Или вы идете, а вас что-то мучает. И вы, как-то так, обо всем забыли, идете. А люди видят такого человека. Ну, то есть вас. Идет человек и говорит: «Да это не моя проблема!» Потом пауза. В смысле, вы идете и вдруг останавливаетесь: «Мне что, больше всех надо, что ли?? — пауза. — Извините! — пауза. — Ну, не знаю, не знаю».

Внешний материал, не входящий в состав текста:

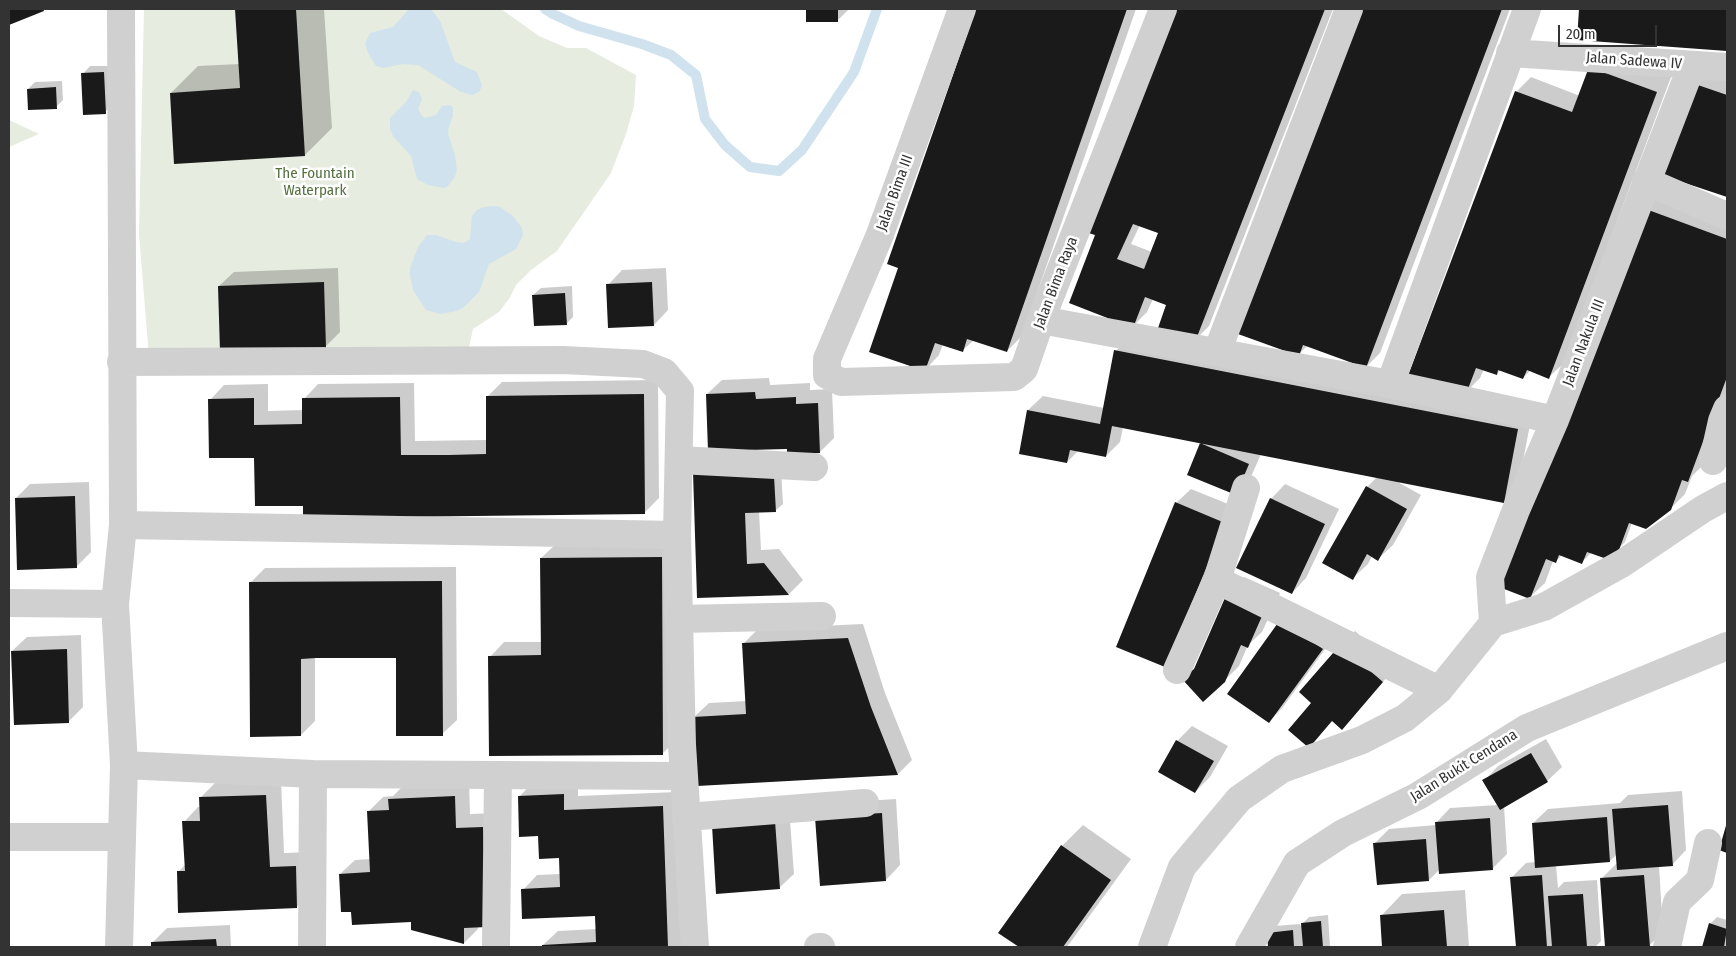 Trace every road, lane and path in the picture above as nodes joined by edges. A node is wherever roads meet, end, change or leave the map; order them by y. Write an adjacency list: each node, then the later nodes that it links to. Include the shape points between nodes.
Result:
1 (121, 9): 13 (street)
2 (962, 9): 14 (street, Jalan Bima III, via 879,237 827,359)
3 (1162, 9): 11 (street, Jalan Bima Raya)
4 (1349, 9): 12 (street)
5 (1527, 9): 6 (street)
6 (1510, 53): 7 (street, Jalan Sadewa IV); 15 (street)
7 (1692, 65): 8 (street, Jalan Sadewa IV); 9 (street, Jalan Nakula III)
8 (1727, 67)
9 (1646, 181): 10 (street); 17 (street, Jalan Nakula III)
10 (1727, 216)
11 (1041, 320): 12 (street); 14 (street, Jalan Bima Raya, via 1024,369 1014,377 841,382)
12 (1217, 352): 15 (street)
13 (121, 362): 18 (street, via 562,360 643,364 664,372 680,391); 23 (street)
14 (827, 375)
15 (1390, 384): 17 (street)
16 (1727, 409): 19 (street)
17 (1555, 420): 30 (street, Jalan Nakula III, via 1490,577)
18 (679, 460): 20 (street); 24 (street)
19 (1712, 461)
20 (814, 467)
21 (1246, 488): 25 (street)
22 (1727, 496): 30 (street, via 1623,563 1544,607)
23 (123, 525): 24 (street); 27 (street)
24 (677, 535): 29 (street)
25 (1217, 580): 32 (street); 33 (street)
26 (9, 603): 27 (street)
27 (115, 604): 34 (street)
28 (822, 616): 29 (street)
29 (679, 619): 37 (street)
30 (1493, 623): 33 (street)
31 (1727, 646): 48 (street, Jalan Bukit Cendana, via 1527,728 1418,796 1343,832 1297,863)
32 (1177, 670)
33 (1440, 690): 47 (street, via 1405,718 1362,740 1282,769 1238,799 1182,867)
34 (124, 764): 35 (street); 40 (street)
35 (313, 774): 36 (street); 45 (street)
36 (498, 776): 37 (street); 43 (street)
37 (684, 776): 39 (street)
38 (865, 803): 39 (street)
39 (687, 817): 46 (street)
40 (122, 837): 41 (street); 44 (street)
41 (9, 838)
42 (1708, 843): 49 (street, via 1700,880 1677,902)
43 (496, 945)
44 (119, 947)
45 (312, 947)
46 (695, 947)
47 (1152, 947)
48 (1249, 947)
49 (1667, 947)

То есть понятно — вам плохо. Нет ничего особенного, просто… Все время как-то… нехорошо. Или что-то болит, или какое-то беспокойство, ну, понятно…, понятно…
А раньше, давно, ты бегаешь, бегаешь целый день по двору, орешь, хохочешь, выдумываешь всякие странные затеи. Ручки-ножки новенькие такие, ничего не болит. Э..э..э..х. А потом папа зовет, то есть кричит в форточку: «Женя..а. а… мультфильмы!» И ты бежишь домой, жадно пьешь воду из-под крана, и садишься перед телевизором, и весь аж трясешься… Потому что перед этим ты просмотрел программу на неделю, а там для тебя мало чего приготовили, но ты все свои интересы подчеркнул карандашиком. А тут целых двадцать минут мультфильмов.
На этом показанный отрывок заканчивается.